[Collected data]
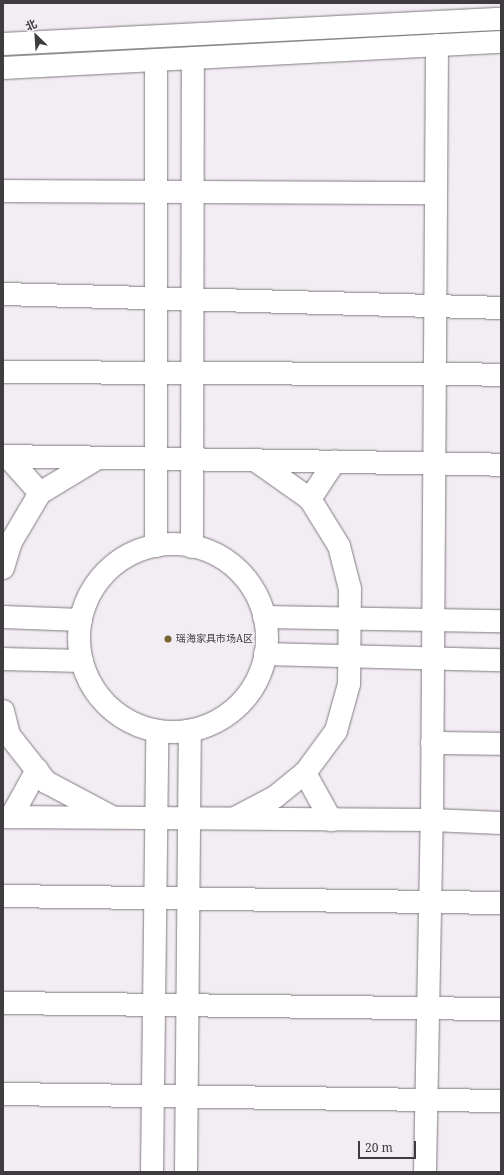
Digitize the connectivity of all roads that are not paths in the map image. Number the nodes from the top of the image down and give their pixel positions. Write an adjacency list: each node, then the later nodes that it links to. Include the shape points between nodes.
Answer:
1 (501, 19): 3 (street)
2 (501, 42): 4 (street)
3 (3, 44)
4 (437, 45): 5 (street); 11 (street)
5 (193, 58): 6 (street); 10 (street)
6 (156, 60): 7 (street); 9 (street)
7 (3, 68)
8 (3, 191): 9 (street)
9 (156, 192): 10 (street); 13 (street)
10 (193, 192): 11 (street); 14 (street)
11 (436, 193): 15 (street)
12 (3, 294): 13 (street)
13 (156, 298): 14 (street); 18 (street)
14 (193, 299): 15 (street); 19 (street)
15 (436, 306): 16 (street); 20 (street)
16 (501, 308)
17 (3, 372): 18 (street)
18 (156, 373): 19 (street); 24 (street)
19 (193, 373): 20 (street); 25 (street)
20 (435, 375): 21 (street); 28 (street)
21 (501, 375)
22 (5, 456): 23 (street); 30 (street)
23 (98, 458): 24 (street); 30 (street)
24 (156, 458): 25 (street); 32 (street)
25 (192, 459): 26 (street); 33 (street)
26 (255, 460): 27 (street); 31 (street)
27 (335, 461): 28 (street); 31 (street)
28 (435, 463): 29 (street); 39 (street)
29 (501, 464)
30 (40, 493): 34 (street, via 11,542)
31 (310, 499): 37 (street, via 339,546 350,589)
32 (156, 546): 33 (street, via 172,544); 38 (street, via 143,548 116,562 96,584 82,610)
33 (192, 547): 36 (street, via 202,548 228,561 250,582 263,608)
34 (3, 568)
35 (3, 617): 38 (street)
36 (264, 617): 37 (street); 41 (street, via 268,637)
37 (350, 618): 39 (street); 42 (street)
38 (81, 620): 46 (street, via 78,639)
39 (434, 620): 40 (street); 44 (street)
40 (501, 621)
41 (265, 654): 42 (street); 48 (street, via 262,670 246,698 221,720)
42 (349, 656): 44 (street); 53 (street, via 349,684 336,732)
43 (3, 658): 46 (street)
44 (433, 658): 45 (street); 50 (street)
45 (501, 660)
46 (82, 661): 49 (street, via 84,672 100,700 126,721)
47 (3, 711): 52 (street, via 9,735)
48 (190, 731): 49 (street); 57 (street)
49 (157, 732): 56 (street)
50 (432, 743): 51 (street); 60 (street)
51 (501, 744)
52 (37, 770): 54 (street); 55 (street, via 46,782)
53 (305, 773): 58 (street, via 275,797); 59 (street)
54 (7, 817): 55 (street)
55 (113, 818): 56 (street)
56 (156, 818): 57 (street); 63 (street)
57 (189, 818): 58 (street); 64 (street)
58 (234, 819): 59 (street)
59 (331, 820): 60 (street)
60 (432, 820): 61 (street); 65 (street)
61 (501, 823)
62 (3, 896): 63 (street)
63 (155, 898): 64 (street); 68 (street)
64 (189, 899): 65 (street); 69 (street)
65 (430, 902): 66 (street); 70 (street)
66 (501, 904)
67 (3, 1003): 68 (street)
68 (154, 1005): 69 (street); 73 (street)
69 (187, 1005): 70 (street); 74 (street)
70 (428, 1008): 71 (street); 75 (street)
71 (501, 1009)
72 (3, 1094): 73 (street)
73 (153, 1096): 74 (street); 77 (street)
74 (186, 1097): 75 (street); 78 (street)
75 (426, 1100): 76 (street); 79 (street)
76 (501, 1101)
77 (152, 1172)
78 (186, 1172)
79 (425, 1172)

Task item
Give the entries above again in full and exactly, but not the pictures.

Answer below
Digitize the connectivity of all roads that are not paths in the map image. Number the nodes from the top of the image down and give their pixel positions. Write an adjacency list: each node, then the later nodes that it links to. Include the shape points between nodes.
Answer:
1 (501, 19): 3 (street)
2 (501, 42): 4 (street)
3 (3, 44)
4 (437, 45): 5 (street); 11 (street)
5 (193, 58): 6 (street); 10 (street)
6 (156, 60): 7 (street); 9 (street)
7 (3, 68)
8 (3, 191): 9 (street)
9 (156, 192): 10 (street); 13 (street)
10 (193, 192): 11 (street); 14 (street)
11 (436, 193): 15 (street)
12 (3, 294): 13 (street)
13 (156, 298): 14 (street); 18 (street)
14 (193, 299): 15 (street); 19 (street)
15 (436, 306): 16 (street); 20 (street)
16 (501, 308)
17 (3, 372): 18 (street)
18 (156, 373): 19 (street); 24 (street)
19 (193, 373): 20 (street); 25 (street)
20 (435, 375): 21 (street); 28 (street)
21 (501, 375)
22 (5, 456): 23 (street); 30 (street)
23 (98, 458): 24 (street); 30 (street)
24 (156, 458): 25 (street); 32 (street)
25 (192, 459): 26 (street); 33 (street)
26 (255, 460): 27 (street); 31 (street)
27 (335, 461): 28 (street); 31 (street)
28 (435, 463): 29 (street); 39 (street)
29 (501, 464)
30 (40, 493): 34 (street, via 11,542)
31 (310, 499): 37 (street, via 339,546 350,589)
32 (156, 546): 33 (street, via 172,544); 38 (street, via 143,548 116,562 96,584 82,610)
33 (192, 547): 36 (street, via 202,548 228,561 250,582 263,608)
34 (3, 568)
35 (3, 617): 38 (street)
36 (264, 617): 37 (street); 41 (street, via 268,637)
37 (350, 618): 39 (street); 42 (street)
38 (81, 620): 46 (street, via 78,639)
39 (434, 620): 40 (street); 44 (street)
40 (501, 621)
41 (265, 654): 42 (street); 48 (street, via 262,670 246,698 221,720)
42 (349, 656): 44 (street); 53 (street, via 349,684 336,732)
43 (3, 658): 46 (street)
44 (433, 658): 45 (street); 50 (street)
45 (501, 660)
46 (82, 661): 49 (street, via 84,672 100,700 126,721)
47 (3, 711): 52 (street, via 9,735)
48 (190, 731): 49 (street); 57 (street)
49 (157, 732): 56 (street)
50 (432, 743): 51 (street); 60 (street)
51 (501, 744)
52 (37, 770): 54 (street); 55 (street, via 46,782)
53 (305, 773): 58 (street, via 275,797); 59 (street)
54 (7, 817): 55 (street)
55 (113, 818): 56 (street)
56 (156, 818): 57 (street); 63 (street)
57 (189, 818): 58 (street); 64 (street)
58 (234, 819): 59 (street)
59 (331, 820): 60 (street)
60 (432, 820): 61 (street); 65 (street)
61 (501, 823)
62 (3, 896): 63 (street)
63 (155, 898): 64 (street); 68 (street)
64 (189, 899): 65 (street); 69 (street)
65 (430, 902): 66 (street); 70 (street)
66 (501, 904)
67 (3, 1003): 68 (street)
68 (154, 1005): 69 (street); 73 (street)
69 (187, 1005): 70 (street); 74 (street)
70 (428, 1008): 71 (street); 75 (street)
71 (501, 1009)
72 (3, 1094): 73 (street)
73 (153, 1096): 74 (street); 77 (street)
74 (186, 1097): 75 (street); 78 (street)
75 (426, 1100): 76 (street); 79 (street)
76 (501, 1101)
77 (152, 1172)
78 (186, 1172)
79 (425, 1172)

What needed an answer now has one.